無血管性大腿骨頭壊死の報告も複数あります(以下)。
・Orthopedics. 1993;16(4):471-473
・Arthritis and Rheumatism 2002;46:1922 58歳男性で大腿骨頭にGb3の沈着を証明した日本からの症例報告です(MRI画像は下図の通り)。

筋骨格病変に関して40例まとめた報告(Joint Bone Spine83(2016)421–426)では骨粗鬆症性骨折を男性は2/15例、女性は3/25例で認め、osteopeniaは男性1/15例、女性1/25例で認めたとされています。

■Fabry病の顔貌や骨格の異常に関してのまとめ Genet Med 2006:8(2):96–101.

38例の男性Fabry病患者さんの特徴をまとめています。以下の通りです:眼周囲の張り(periorbital fullness)87%、耳介の突出68%、眉毛が濃い66%、鼻の角度(nasal angle)が急61%、大きな鼻58%、前額部が凹んでいる55%、眼窩上が張り出している55%、唇が分厚い50%、鼻梁が突出50%、鼻翼部が広い36%、粗大な顔貌(coarse features)29%、耳が後ろに回旋11%、短指症43%、表在血管が目立つ30%、第5指短指症14%・斜指症3%、胸郭前後径短縮74%。
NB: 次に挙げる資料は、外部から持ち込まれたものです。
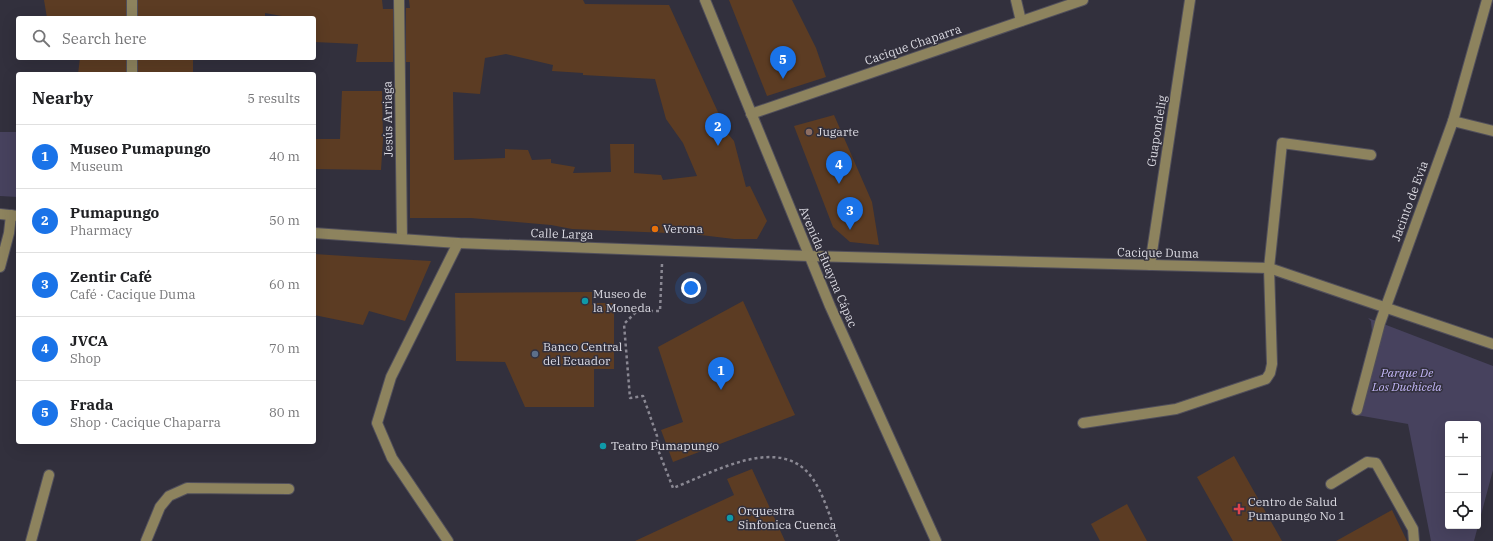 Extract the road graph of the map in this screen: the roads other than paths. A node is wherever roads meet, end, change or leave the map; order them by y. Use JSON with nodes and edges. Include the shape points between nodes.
{"nodes":[{"id":1,"x":132,"y":0,"type":"edge"},
{"id":2,"x":399,"y":0,"type":"edge"},
{"id":3,"x":705,"y":0,"type":"edge"},
{"id":4,"x":1016,"y":0,"type":"edge"},
{"id":5,"x":1083,"y":0,"type":"edge"},
{"id":6,"x":1190,"y":0,"type":"edge"},
{"id":7,"x":1487,"y":0,"type":"edge"},
{"id":8,"x":132,"y":16,"type":"edge"},
{"id":9,"x":1021,"y":21,"type":"junction"},
{"id":10,"x":132,"y":60,"type":"edge"},
{"id":11,"x":132,"y":72,"type":"edge"},
{"id":12,"x":751,"y":114,"type":"junction"},
{"id":13,"x":1453,"y":121,"type":"junction"},
{"id":14,"x":1493,"y":131,"type":"edge"},
{"id":15,"x":1371,"y":155,"type":"dead end"},
{"id":16,"x":0,"y":214,"type":"edge"},
{"id":17,"x":14,"y":215,"type":"edge"},
{"id":18,"x":316,"y":233,"type":"edge"},
{"id":19,"x":402,"y":238,"type":"junction"},
{"id":20,"x":458,"y":243,"type":"junction"},
{"id":21,"x":809,"y":256,"type":"junction"},
{"id":22,"x":1150,"y":265,"type":"junction"},
{"id":23,"x":0,"y":267,"type":"edge"},
{"id":24,"x":1269,"y":268,"type":"junction"},
{"id":25,"x":1385,"y":308,"type":"junction"},
{"id":26,"x":1493,"y":344,"type":"edge"},
{"id":27,"x":1357,"y":410,"type":"dead end"},
{"id":28,"x":1083,"y":423,"type":"dead end"},
{"id":29,"x":49,"y":475,"type":"dead end"},
{"id":30,"x":1331,"y":484,"type":"dead end"},
{"id":31,"x":289,"y":489,"type":"dead end"},
{"id":32,"x":31,"y":541,"type":"edge"},
{"id":33,"x":146,"y":541,"type":"edge"},
{"id":34,"x":448,"y":541,"type":"edge"},
{"id":35,"x":936,"y":541,"type":"edge"},
{"id":36,"x":1414,"y":541,"type":"edge"}],
"edges":[{"from":1,"to":8,"type":"street"},
{"from":2,"to":19,"type":"street","name":"Jesús Arriaga"},
{"from":3,"to":12,"type":"street","name":"Avenida Huayna Cápac"},
{"from":4,"to":9,"type":"street"},
{"from":5,"to":9,"type":"street","name":"Cacique Chaparra"},
{"from":6,"to":22,"type":"street","name":"Guapondelig"},
{"from":7,"to":13,"type":"street","name":"Jacinto de Evia"},
{"from":9,"to":12,"type":"street","name":"Cacique Chaparra"},
{"from":10,"to":11,"type":"street"},
{"from":12,"to":21,"type":"street","name":"Avenida Huayna Cápac"},
{"from":13,"to":14,"type":"street"},
{"from":13,"to":25,"type":"street","name":"Jacinto de Evia"},
{"from":15,"to":24,"type":"street","via":[[1282,143]]},
{"from":16,"to":17,"type":"street"},
{"from":17,"to":23,"type":"street"},
{"from":18,"to":19,"type":"street","name":"Calle Larga"},
{"from":19,"to":20,"type":"street","name":"Calle Larga"},
{"from":20,"to":21,"type":"street","name":"Calle Larga"},
{"from":20,"to":34,"type":"street","via":[[391,377],[377,423],[392,458]]},
{"from":21,"to":22,"type":"street","name":"Cacique Duma"},
{"from":21,"to":35,"type":"street","name":"Avenida Huayna Cápac"},
{"from":22,"to":24,"type":"street","name":"Cacique Duma"},
{"from":24,"to":25,"type":"street","name":"Cacique Duma"},
{"from":24,"to":28,"type":"street","via":[[1272,364],[1266,379],[1176,409]]},
{"from":25,"to":26,"type":"street","name":"Cacique Duma"},
{"from":25,"to":27,"type":"street","name":"Jacinto de Evia"},
{"from":29,"to":32,"type":"street"},
{"from":30,"to":36,"type":"street","via":[[1367,462],[1376,464],[1413,529]]},
{"from":31,"to":33,"type":"street","via":[[187,488],[169,496],[160,506]]}]} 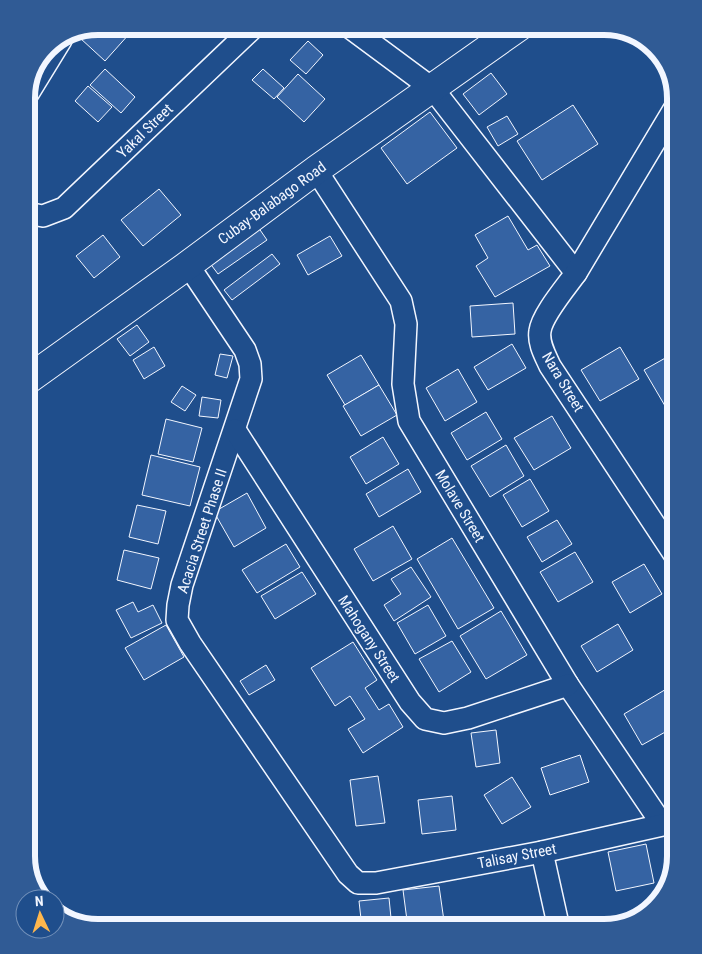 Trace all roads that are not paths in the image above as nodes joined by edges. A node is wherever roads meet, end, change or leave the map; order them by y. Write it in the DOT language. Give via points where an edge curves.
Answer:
graph roads {
  1 [pos="246,35"];
  2 [pos="365,35"];
  3 [pos="508,35"];
  4 [pos="50,58"];
  5 [pos="41,73"];
  6 [pos="433,89"];
  7 [pos="667,121"];
  8 [pos="316,170"];
  9 [pos="35,215"];
  10 [pos="188,265"];
  11 [pos="576,274"];
  12 [pos="35,376"];
  13 [pos="235,430"];
  14 [pos="667,544"];
  15 [pos="568,685"];
  16 [pos="667,820"];
  17 [pos="667,823"];
  18 [pos="542,852"];
  19 [pos="358,883"];
  20 [pos="557,919"];
  1 -- 9 [label="street, Yakal Street" via="64,208 42,216"];
  2 -- 6 [label="street"];
  3 -- 6 [label="main road, Cubay-Balabago Road"];
  4 -- 5 [label="street"];
  6 -- 8 [label="main road, Cubay-Balabago Road"];
  6 -- 11 [label="street"];
  7 -- 11 [label="street, Nara Street"];
  8 -- 10 [label="main road, Cubay-Balabago Road"];
  8 -- 15 [label="street, Molave Street" via="401,301 406,324 403,384 409,421"];
  10 -- 12 [label="main road, Cubay-Balabago Road"];
  10 -- 13 [label="street, Acacia Street Phase II" via="245,350 250,364 251,379"];
  11 -- 14 [label="street, Nara Street" via="547,314 540,331 542,346 550,366"];
  13 -- 15 [label="street, Mahogany Street" via="410,702 425,719 444,723 468,718"];
  13 -- 19 [label="street, Acacia Street Phase II" via="182,585 178,620 190,643 272,763 348,874"];
  15 -- 16 [label="street, Molave Street"];
  17 -- 18 [label="street, Talisay Street"];
  18 -- 19 [label="street, Talisay Street" via="376,883"];
  18 -- 20 [label="street"];
} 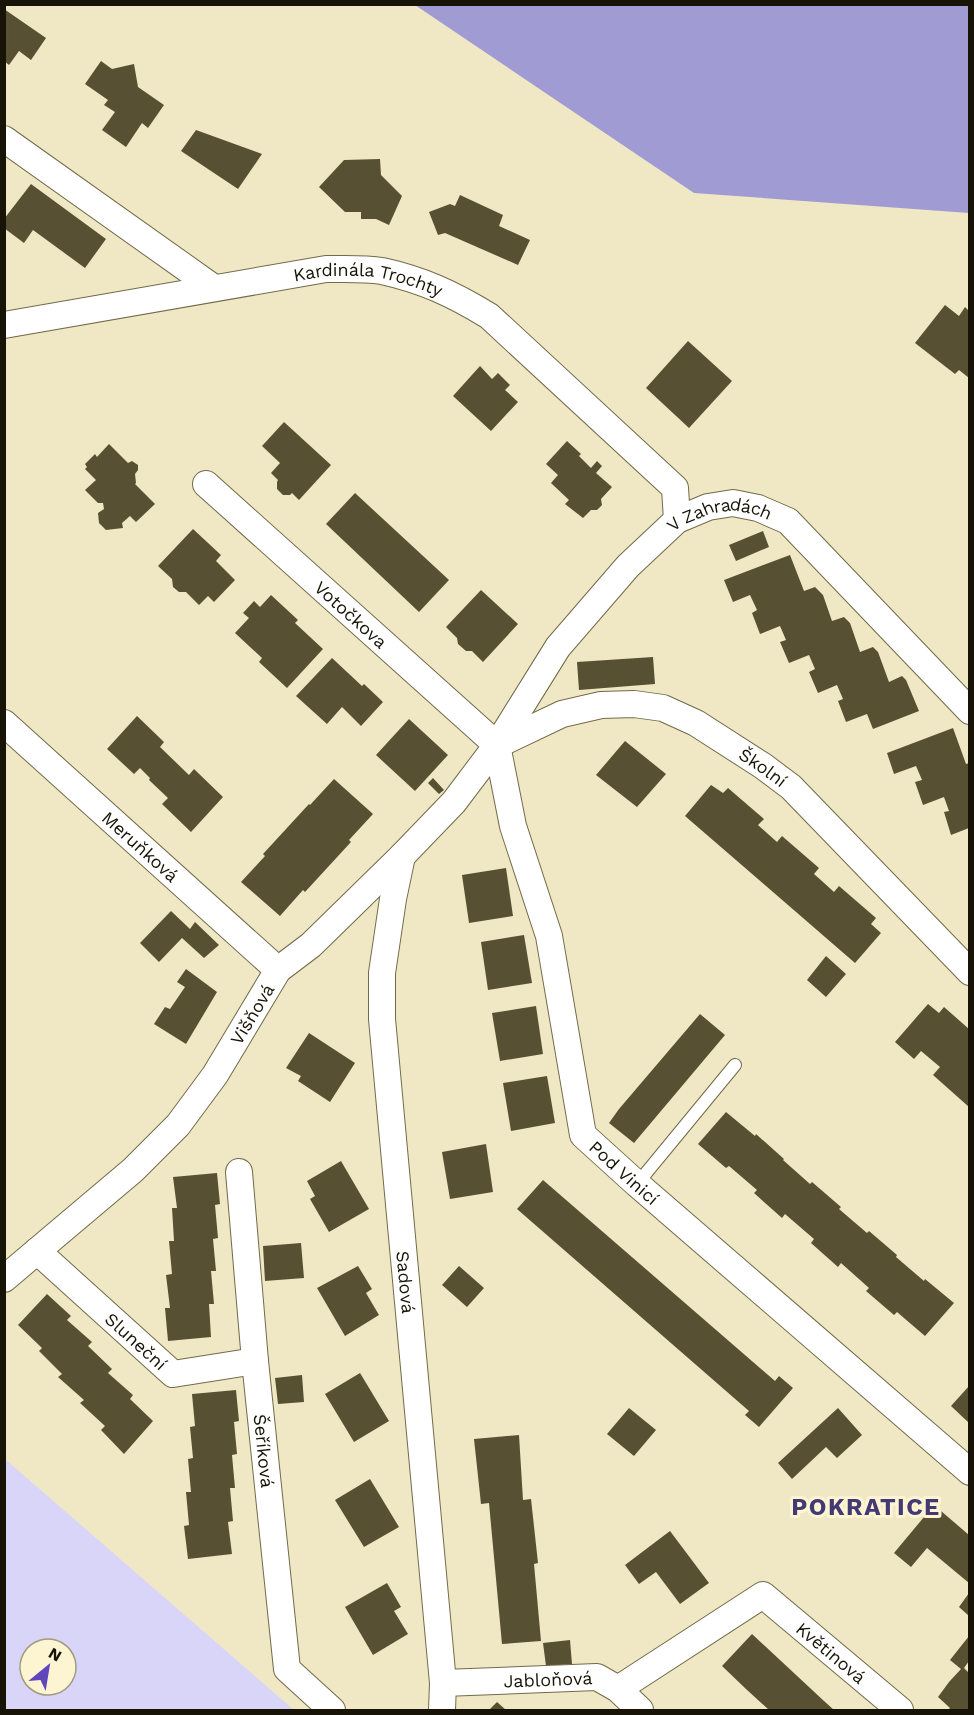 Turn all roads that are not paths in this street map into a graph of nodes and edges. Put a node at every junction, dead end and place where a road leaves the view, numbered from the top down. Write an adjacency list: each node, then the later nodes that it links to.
1 (4, 139): 2 (street)
2 (214, 288): 3 (street, Kardinála Trochty); 5 (street, Kardinála Trochty)
3 (4, 325)
4 (206, 484): 8 (street, Votočkova)
5 (677, 520): 6 (street, V Zahradách); 8 (street, V Zahradách)
6 (969, 711)
7 (4, 723): 10 (street, Meruňková)
8 (497, 745): 9 (street, Višňová); 11 (street, Školní); 14 (street, Pod Vinicí)
9 (402, 856): 10 (street, Višňová); 19 (street, Sadová)
10 (278, 970): 15 (street, Višňová)
11 (969, 972)
12 (735, 1065): 14 (lane)
13 (239, 1172): 17 (street, Šeříková)
14 (637, 1184): 18 (street, Pod Vinicí)
15 (37, 1251): 16 (street, Višňová); 17 (street, Sluneční)
16 (4, 1279)
17 (255, 1361): 21 (street, Šeříková)
18 (969, 1472)
19 (443, 1683): 20 (street, Jabloňová); 22 (street, Sadová)
20 (618, 1689): 23 (street, Jabloňová); 24 (street, Květinová)
21 (332, 1710)
22 (442, 1710)
23 (640, 1710)
24 (900, 1710)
nasal angleは以下の通りでA,Bでは急ですが、Cは正常範囲内です。

以下Aは指の長さは正常範囲内ですが、B-Dでは短指症と指先が広い状態を呈しています。

検査

Fabry病の診断に関する検査

男性の場合はα-ガラクトシダーゼの酵素活性が低下していれば診断確定となります。女性の場合は遺伝子検査が確定診断に必要となります。

酵素活性は「乾燥ろ紙血」を用いた酵素活性測定が可能です。
参考:大日本住友製薬ホームページ https://ds-pharma.jp/disease/fabry/diagnosis/examination/

Fabry病の臓器障害検索

・採血検査
・尿検査:尿蛋白、沈渣(「マルベリー小体」というmulberry:桑の実の形に似た構造を尿沈渣で認める場合があります 下図参照:Intern Med 55: 3475-3478, 2016)

・骨粗鬆症
・眼科検査
・胸部レントゲン
・心エコー、心電図
・神経伝導検査
・頭部MRI・MRA検査:撮像条件は以下のものが推奨されています(Stroke. 2015;46:302-313.)。

治療

酵素補充療法

以下の2種類があります。
・α-ガラクトシダーゼ酵素製剤(リプレガル)
・β-ガラクトシダーゼ酵素製剤(ファブラザイム)

参考文献

・Orphanet Journal of Rare Diseases 2010, 5:30 おそらくFabry病のreviewとして最も詳しいもので、参考となる具体的な画像、絵、図がたくさんあり非常に勉強になります。

・ファブリー病診断治療ハンドブック2012 非常にわかりやすく、かつ詳しく書かれており、日本語なので大変ありがたいです。